◆ **ACTIVITY**: Read the records beneath this task and copy every line that contains the string "graph".

··········

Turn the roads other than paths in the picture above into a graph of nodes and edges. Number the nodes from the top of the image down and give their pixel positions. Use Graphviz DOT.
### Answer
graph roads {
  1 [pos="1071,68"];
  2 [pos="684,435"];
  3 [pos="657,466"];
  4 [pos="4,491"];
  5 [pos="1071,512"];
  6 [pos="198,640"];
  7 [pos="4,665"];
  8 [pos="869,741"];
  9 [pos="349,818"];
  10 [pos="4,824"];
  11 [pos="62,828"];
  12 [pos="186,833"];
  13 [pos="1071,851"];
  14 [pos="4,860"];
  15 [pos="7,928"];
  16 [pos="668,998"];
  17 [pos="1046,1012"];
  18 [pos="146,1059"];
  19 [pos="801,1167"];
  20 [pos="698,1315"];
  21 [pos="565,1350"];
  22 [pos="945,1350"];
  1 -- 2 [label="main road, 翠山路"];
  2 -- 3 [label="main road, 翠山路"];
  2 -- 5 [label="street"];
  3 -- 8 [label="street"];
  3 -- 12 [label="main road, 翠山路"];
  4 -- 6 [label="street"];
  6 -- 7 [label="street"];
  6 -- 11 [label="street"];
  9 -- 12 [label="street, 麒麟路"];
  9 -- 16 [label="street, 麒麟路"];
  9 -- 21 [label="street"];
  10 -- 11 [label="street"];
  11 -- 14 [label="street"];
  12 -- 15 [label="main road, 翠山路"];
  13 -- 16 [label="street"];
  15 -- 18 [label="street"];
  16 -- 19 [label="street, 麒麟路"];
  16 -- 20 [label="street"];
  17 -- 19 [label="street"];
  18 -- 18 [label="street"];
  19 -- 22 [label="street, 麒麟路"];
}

··········

◆ **SOLUTION FOR THIS TASK**:
Turn the roads other than paths in the picture above into a graph of nodes and edges. Number the nodes from the top of the image down and give their pixel positions. Use Graphviz DOT.
graph roads {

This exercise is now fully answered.